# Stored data
▼▼▼
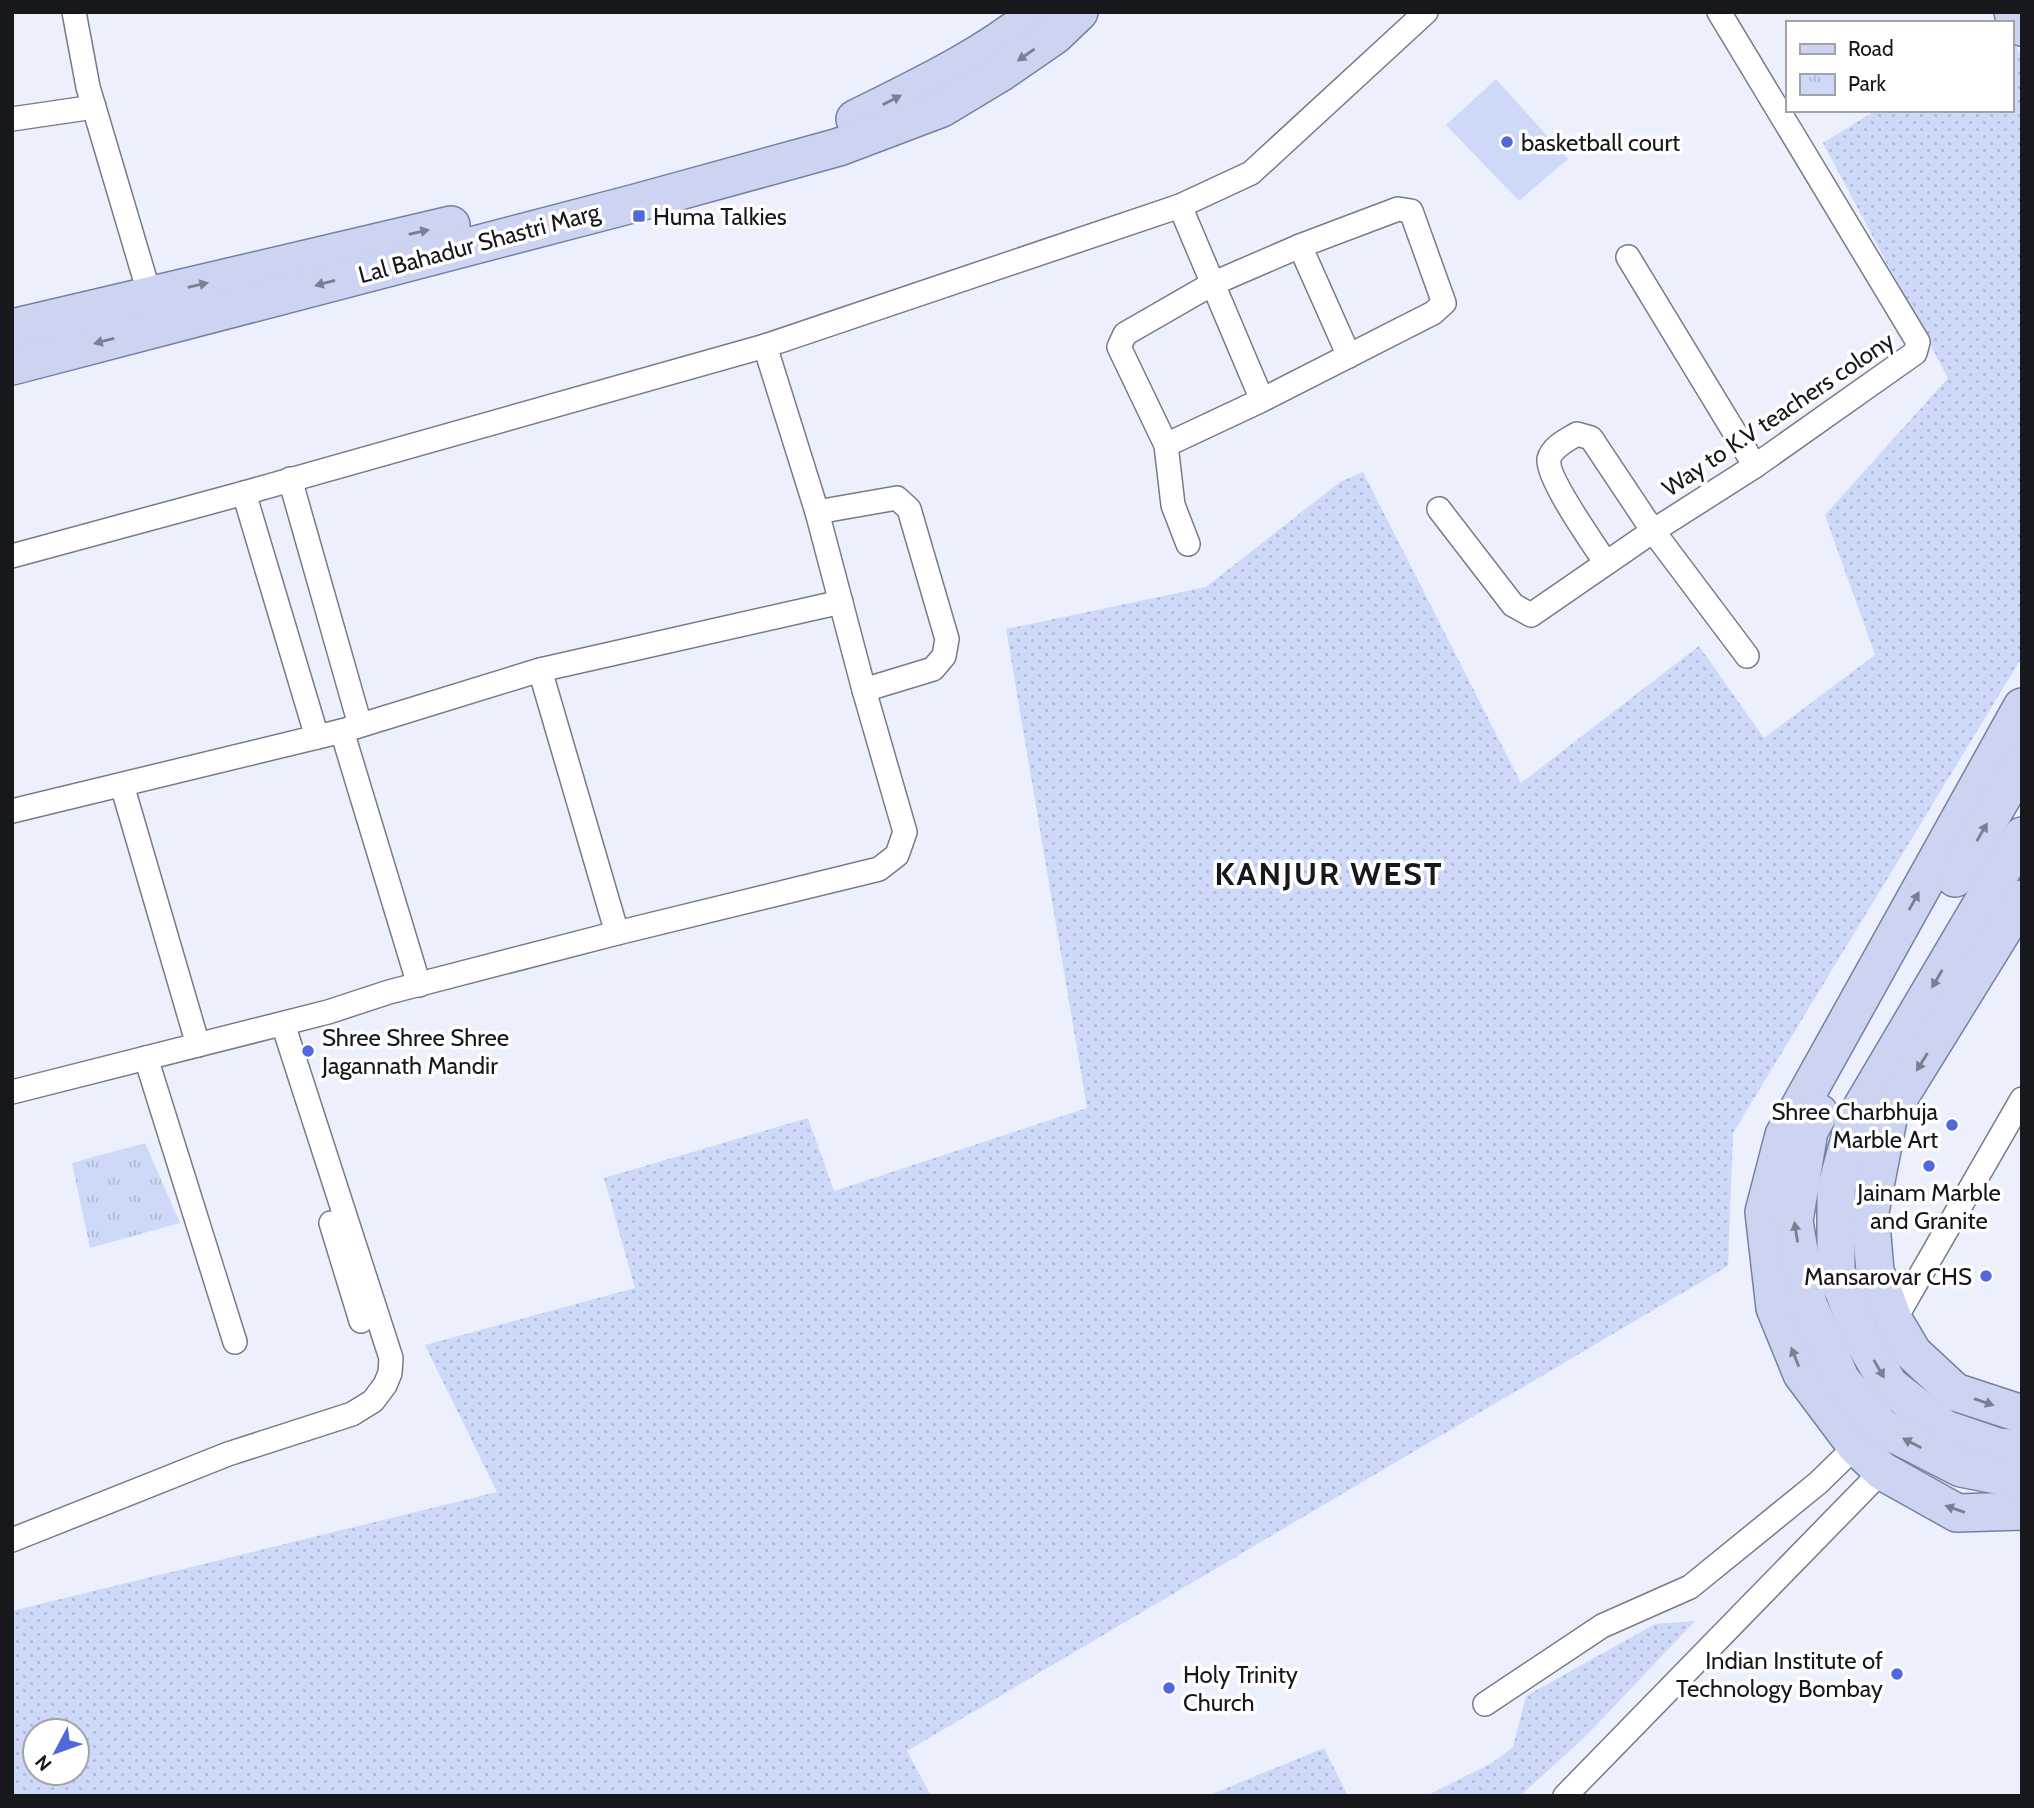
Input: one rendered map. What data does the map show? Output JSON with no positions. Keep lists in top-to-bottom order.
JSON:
{
  "streets": {
    "main road": ["Lal Bahadur Shastri Marg"],
    "street": ["Way to K.V teachers colony"]
  },
  "districts": ["KANJUR WEST"],
  "places": {
    "other": [
      "basketball court",
      "Shree Shree Shree Jagannath Mandir",
      "Shree Charbhuja Marble Art",
      "Jainam Marble and Granite",
      "Mansarovar CHS",
      "Indian Institute of Technology Bombay",
      "Holy Trinity Church"
    ],
    "transit": ["Huma Talkies"]
  },
  "legend": ["Road", "Park"],
  "north": "bottom left"
}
▲▲▲
# WHAT NEEDS TO BE DONE
For this exercise, transcribe the data above line by line, exactly, with pictures omitted.

# REPLY TO THE EXERCISE
Input: one rendered map. What data does the map show? Output JSON with no positions. Keep lists in top-to-bottom order.
JSON:
{
  "streets": {
    "main road": ["Lal Bahadur Shastri Marg"],
    "street": ["Way to K.V teachers colony"]
  },
  "districts": ["KANJUR WEST"],
  "places": {
    "other": [
      "basketball court",
      "Shree Shree Shree Jagannath Mandir",
      "Shree Charbhuja Marble Art",
      "Jainam Marble and Granite",
      "Mansarovar CHS",
      "Indian Institute of Technology Bombay",
      "Holy Trinity Church"
    ],
    "transit": ["Huma Talkies"]
  },
  "legend": ["Road", "Park"],
  "north": "bottom left"
}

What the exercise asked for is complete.